(WHAT IS BEING ASKED)
Using the entries below, quote exactly the span of lines that begins with the line containing "ring dip: (161, 179)" and ends with the final line.

Content starts

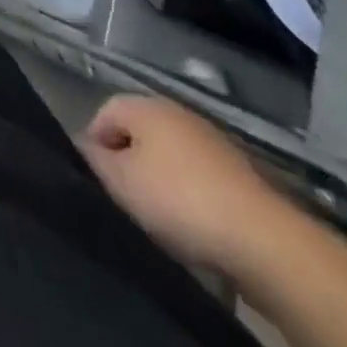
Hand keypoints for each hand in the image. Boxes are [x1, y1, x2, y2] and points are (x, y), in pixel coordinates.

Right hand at [80, 94, 291, 273]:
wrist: (265, 241)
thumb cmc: (179, 200)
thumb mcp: (120, 181)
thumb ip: (93, 159)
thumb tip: (81, 145)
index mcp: (145, 104)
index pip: (103, 113)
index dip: (94, 145)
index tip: (96, 180)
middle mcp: (177, 111)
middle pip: (138, 132)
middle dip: (128, 161)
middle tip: (125, 198)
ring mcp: (213, 141)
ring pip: (170, 155)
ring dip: (161, 179)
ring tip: (159, 216)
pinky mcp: (241, 173)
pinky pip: (200, 177)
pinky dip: (191, 193)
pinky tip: (194, 223)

Content ends

(FINISHED TASK)
ring dip: (161, 179)
ring tip: (159, 216)
pinky mcp: (241, 173)
pinky pip: (200, 177)
pinky dip: (191, 193)
pinky tip: (194, 223)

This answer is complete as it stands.